> How to complete this task
Wherever "pixels" shows up in the records below, copy the whole line.
* * * * * * * * *
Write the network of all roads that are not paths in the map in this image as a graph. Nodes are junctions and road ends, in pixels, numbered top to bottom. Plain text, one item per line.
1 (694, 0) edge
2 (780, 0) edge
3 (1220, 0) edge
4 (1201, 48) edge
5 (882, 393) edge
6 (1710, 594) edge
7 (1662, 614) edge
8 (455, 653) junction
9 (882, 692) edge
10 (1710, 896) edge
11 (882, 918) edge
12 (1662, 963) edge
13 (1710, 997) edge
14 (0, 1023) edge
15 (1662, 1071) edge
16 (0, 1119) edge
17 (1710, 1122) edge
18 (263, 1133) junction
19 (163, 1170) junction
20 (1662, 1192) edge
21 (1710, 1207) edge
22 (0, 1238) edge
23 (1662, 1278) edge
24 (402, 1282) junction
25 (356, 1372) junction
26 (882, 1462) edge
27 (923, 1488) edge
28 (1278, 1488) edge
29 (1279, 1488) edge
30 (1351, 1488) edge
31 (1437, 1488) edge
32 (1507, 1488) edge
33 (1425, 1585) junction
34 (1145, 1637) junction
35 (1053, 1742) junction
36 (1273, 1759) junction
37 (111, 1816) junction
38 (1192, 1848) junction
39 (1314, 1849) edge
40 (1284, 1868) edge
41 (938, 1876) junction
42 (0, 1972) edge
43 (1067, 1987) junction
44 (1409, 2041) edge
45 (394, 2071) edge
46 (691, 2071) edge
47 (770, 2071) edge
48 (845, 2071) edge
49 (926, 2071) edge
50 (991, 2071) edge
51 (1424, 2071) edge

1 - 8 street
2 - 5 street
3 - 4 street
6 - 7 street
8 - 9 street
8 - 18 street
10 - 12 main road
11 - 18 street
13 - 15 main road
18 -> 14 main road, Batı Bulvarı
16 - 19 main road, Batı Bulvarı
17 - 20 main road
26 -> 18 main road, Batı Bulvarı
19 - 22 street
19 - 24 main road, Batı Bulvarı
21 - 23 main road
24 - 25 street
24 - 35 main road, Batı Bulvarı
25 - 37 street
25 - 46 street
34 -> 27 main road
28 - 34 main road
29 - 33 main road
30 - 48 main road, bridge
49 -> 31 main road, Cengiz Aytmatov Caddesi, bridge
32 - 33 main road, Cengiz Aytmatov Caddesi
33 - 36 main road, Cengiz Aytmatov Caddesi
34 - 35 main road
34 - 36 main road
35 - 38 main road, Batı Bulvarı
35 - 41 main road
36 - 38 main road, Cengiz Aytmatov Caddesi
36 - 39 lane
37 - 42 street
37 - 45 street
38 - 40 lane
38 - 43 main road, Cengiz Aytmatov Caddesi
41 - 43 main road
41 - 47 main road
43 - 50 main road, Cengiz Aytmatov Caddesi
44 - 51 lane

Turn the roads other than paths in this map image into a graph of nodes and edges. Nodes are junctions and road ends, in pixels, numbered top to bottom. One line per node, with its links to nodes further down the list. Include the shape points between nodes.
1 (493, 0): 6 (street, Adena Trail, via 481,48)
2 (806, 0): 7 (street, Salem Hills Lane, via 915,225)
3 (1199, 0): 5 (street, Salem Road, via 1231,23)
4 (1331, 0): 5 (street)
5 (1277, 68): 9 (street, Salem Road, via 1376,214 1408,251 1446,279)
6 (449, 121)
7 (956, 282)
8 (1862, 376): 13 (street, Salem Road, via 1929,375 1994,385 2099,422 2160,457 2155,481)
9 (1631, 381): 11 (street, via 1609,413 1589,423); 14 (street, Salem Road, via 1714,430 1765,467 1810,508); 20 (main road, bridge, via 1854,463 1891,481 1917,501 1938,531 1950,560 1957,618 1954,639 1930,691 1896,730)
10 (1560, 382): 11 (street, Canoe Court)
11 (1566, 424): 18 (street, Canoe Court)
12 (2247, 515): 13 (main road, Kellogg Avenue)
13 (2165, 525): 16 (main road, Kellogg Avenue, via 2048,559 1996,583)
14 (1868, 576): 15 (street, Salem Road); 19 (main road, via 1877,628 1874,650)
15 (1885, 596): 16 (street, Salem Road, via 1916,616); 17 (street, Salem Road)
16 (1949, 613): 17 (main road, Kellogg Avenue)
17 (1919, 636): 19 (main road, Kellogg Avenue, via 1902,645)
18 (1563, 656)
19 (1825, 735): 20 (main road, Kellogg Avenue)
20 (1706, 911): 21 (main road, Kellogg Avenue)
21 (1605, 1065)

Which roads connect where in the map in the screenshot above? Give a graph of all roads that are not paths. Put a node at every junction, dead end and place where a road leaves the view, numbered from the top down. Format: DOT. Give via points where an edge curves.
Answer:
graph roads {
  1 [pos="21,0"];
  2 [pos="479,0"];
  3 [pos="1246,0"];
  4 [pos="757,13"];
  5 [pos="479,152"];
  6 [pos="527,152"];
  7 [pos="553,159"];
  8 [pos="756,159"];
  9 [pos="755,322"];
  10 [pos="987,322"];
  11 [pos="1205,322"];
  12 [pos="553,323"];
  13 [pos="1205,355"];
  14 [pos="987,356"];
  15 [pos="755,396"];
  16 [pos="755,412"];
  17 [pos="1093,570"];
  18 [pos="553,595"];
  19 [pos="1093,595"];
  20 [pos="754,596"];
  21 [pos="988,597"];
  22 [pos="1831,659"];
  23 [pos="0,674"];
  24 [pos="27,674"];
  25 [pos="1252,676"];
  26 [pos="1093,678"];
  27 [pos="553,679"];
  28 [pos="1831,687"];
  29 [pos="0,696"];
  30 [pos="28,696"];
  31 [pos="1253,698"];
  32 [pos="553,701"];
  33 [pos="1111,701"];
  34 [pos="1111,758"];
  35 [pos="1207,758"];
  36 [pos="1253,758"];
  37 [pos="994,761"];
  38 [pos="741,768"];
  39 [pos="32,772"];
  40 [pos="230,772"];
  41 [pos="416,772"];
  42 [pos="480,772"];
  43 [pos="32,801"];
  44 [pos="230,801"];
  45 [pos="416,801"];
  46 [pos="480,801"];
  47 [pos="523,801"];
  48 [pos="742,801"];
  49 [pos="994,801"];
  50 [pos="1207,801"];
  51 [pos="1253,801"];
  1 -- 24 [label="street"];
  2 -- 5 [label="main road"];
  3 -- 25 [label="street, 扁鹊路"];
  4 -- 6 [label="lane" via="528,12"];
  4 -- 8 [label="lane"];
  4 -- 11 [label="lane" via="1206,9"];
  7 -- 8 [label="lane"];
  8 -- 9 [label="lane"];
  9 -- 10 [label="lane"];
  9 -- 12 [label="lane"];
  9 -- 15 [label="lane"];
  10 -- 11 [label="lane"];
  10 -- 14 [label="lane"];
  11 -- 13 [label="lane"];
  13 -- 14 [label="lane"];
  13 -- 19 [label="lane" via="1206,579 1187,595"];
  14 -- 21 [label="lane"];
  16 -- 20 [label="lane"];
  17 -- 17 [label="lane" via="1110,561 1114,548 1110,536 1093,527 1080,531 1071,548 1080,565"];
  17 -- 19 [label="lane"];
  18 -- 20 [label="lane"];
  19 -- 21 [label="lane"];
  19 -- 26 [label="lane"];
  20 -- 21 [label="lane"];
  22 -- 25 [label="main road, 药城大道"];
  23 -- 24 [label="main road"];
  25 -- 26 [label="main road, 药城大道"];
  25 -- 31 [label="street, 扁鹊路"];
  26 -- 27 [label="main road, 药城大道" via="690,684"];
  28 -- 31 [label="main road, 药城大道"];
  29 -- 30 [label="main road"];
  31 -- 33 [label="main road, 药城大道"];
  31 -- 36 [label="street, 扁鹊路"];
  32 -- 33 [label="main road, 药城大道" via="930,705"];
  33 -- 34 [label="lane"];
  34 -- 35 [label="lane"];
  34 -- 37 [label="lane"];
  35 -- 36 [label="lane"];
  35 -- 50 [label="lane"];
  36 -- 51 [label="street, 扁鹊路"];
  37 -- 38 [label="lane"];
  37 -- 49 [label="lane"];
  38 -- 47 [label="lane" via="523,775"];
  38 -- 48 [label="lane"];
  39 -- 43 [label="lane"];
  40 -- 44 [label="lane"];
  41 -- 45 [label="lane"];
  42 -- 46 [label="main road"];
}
* * * * * * * * *
> Your response
Write the network of all roads that are not paths in the map in this image as a graph. Nodes are junctions and road ends, in pixels, numbered top to bottom. Plain text, one item per line.
Turn the roads other than paths in this map image into a graph of nodes and edges. Nodes are junctions and road ends, in pixels, numbered top to bottom. One line per node, with its links to nodes further down the list. Include the shape points between nodes.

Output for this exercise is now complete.